[[ Data shown open ]]
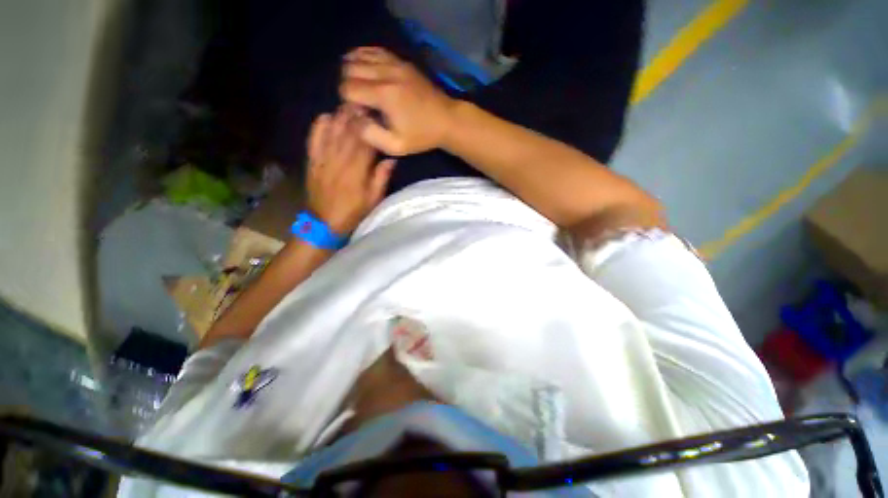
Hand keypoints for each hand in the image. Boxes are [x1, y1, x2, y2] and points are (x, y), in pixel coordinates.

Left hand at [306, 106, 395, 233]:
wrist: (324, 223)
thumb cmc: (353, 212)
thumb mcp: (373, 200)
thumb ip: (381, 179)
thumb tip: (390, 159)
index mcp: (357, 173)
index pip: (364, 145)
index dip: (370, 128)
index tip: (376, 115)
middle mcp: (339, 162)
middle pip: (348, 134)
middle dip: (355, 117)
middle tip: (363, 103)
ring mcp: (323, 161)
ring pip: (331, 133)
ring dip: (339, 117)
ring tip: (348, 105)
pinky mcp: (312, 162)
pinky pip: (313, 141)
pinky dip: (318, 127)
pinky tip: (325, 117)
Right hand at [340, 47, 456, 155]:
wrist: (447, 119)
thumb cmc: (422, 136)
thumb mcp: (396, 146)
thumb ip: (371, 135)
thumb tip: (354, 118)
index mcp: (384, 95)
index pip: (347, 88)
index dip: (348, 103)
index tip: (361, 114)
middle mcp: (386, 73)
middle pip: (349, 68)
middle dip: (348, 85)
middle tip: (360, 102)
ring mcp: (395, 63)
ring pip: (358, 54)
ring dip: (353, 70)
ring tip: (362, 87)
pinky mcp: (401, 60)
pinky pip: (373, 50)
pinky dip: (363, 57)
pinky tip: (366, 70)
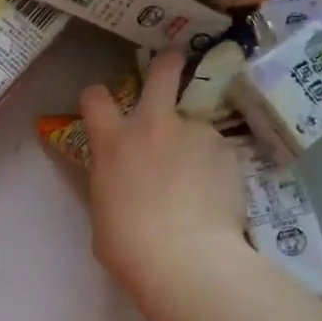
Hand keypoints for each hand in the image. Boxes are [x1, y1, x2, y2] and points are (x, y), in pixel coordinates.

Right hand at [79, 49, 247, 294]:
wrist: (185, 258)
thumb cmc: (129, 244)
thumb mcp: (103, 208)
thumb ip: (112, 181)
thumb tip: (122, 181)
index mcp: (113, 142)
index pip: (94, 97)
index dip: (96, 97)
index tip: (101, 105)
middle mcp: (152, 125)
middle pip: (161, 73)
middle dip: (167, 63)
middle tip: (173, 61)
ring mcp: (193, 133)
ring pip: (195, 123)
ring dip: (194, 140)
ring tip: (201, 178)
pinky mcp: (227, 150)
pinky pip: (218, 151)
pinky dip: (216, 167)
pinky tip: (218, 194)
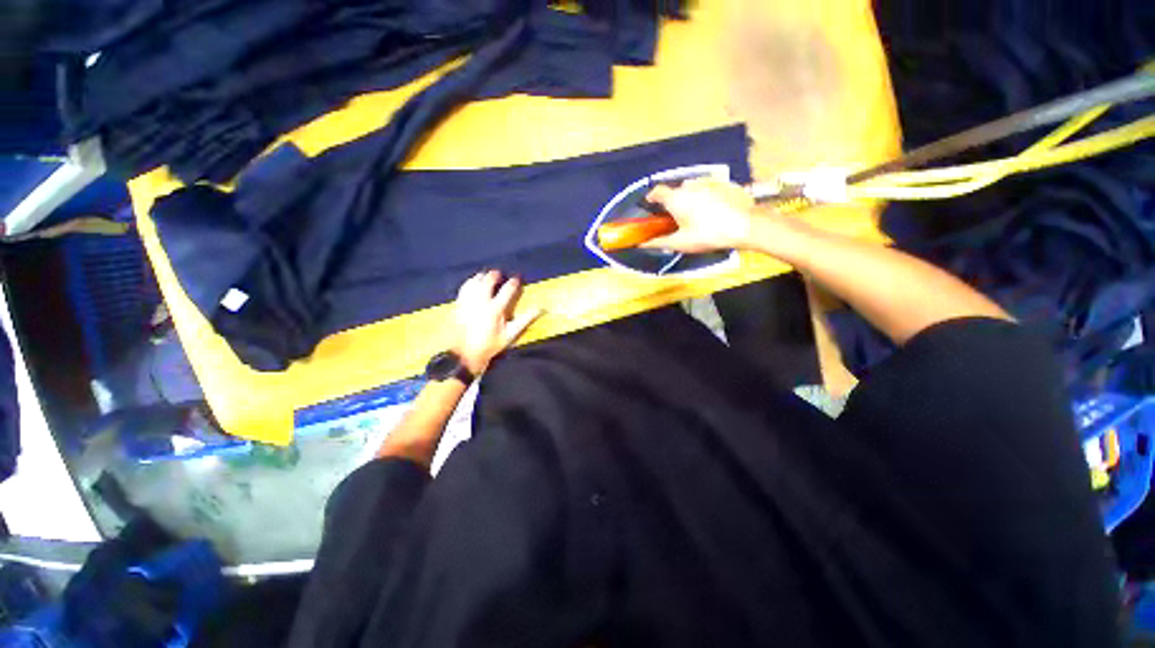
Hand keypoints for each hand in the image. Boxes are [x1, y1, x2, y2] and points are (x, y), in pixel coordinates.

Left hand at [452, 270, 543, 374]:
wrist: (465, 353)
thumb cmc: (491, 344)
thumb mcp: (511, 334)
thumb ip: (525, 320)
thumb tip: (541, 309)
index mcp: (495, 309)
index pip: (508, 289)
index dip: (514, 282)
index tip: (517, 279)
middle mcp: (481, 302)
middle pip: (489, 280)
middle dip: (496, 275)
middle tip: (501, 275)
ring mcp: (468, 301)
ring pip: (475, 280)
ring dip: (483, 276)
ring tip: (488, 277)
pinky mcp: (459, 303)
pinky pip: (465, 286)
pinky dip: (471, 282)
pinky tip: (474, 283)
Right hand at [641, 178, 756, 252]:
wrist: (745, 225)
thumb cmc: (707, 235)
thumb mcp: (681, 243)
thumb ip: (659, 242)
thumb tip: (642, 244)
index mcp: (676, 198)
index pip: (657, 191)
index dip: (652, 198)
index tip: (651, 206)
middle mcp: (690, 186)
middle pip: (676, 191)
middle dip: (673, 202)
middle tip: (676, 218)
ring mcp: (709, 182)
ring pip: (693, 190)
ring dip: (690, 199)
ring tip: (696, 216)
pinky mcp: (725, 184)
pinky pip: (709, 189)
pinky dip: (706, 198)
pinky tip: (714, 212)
[[ Data shown closed ]]
### Task instructions
Could you copy exactly the line containing "pinky pip: (465, 286)" and each line after it through the end of the records, and nothing else?

### Task solution
pinky pip: (465, 286)
pinky dip: (471, 282)
pinky tip: (474, 283)
Right hand at [641, 178, 756, 252]:
wrist: (745, 225)
thumb cmc: (707, 235)
thumb mcp: (681, 243)
thumb ip: (659, 242)
thumb tip: (642, 244)
index mcp: (676, 198)
index pip: (657, 191)
index dip: (652, 198)
index tip: (651, 206)
middle mcp: (690, 186)
middle pip: (676, 191)
middle dip: (673, 202)
middle tip: (676, 218)
ring mcp: (709, 182)
ring pip: (693, 190)
ring dip: (690, 199)
ring tip: (696, 216)
pinky mcp: (725, 184)
pinky pip: (709, 189)
pinky dip: (706, 198)
pinky tip: (714, 212)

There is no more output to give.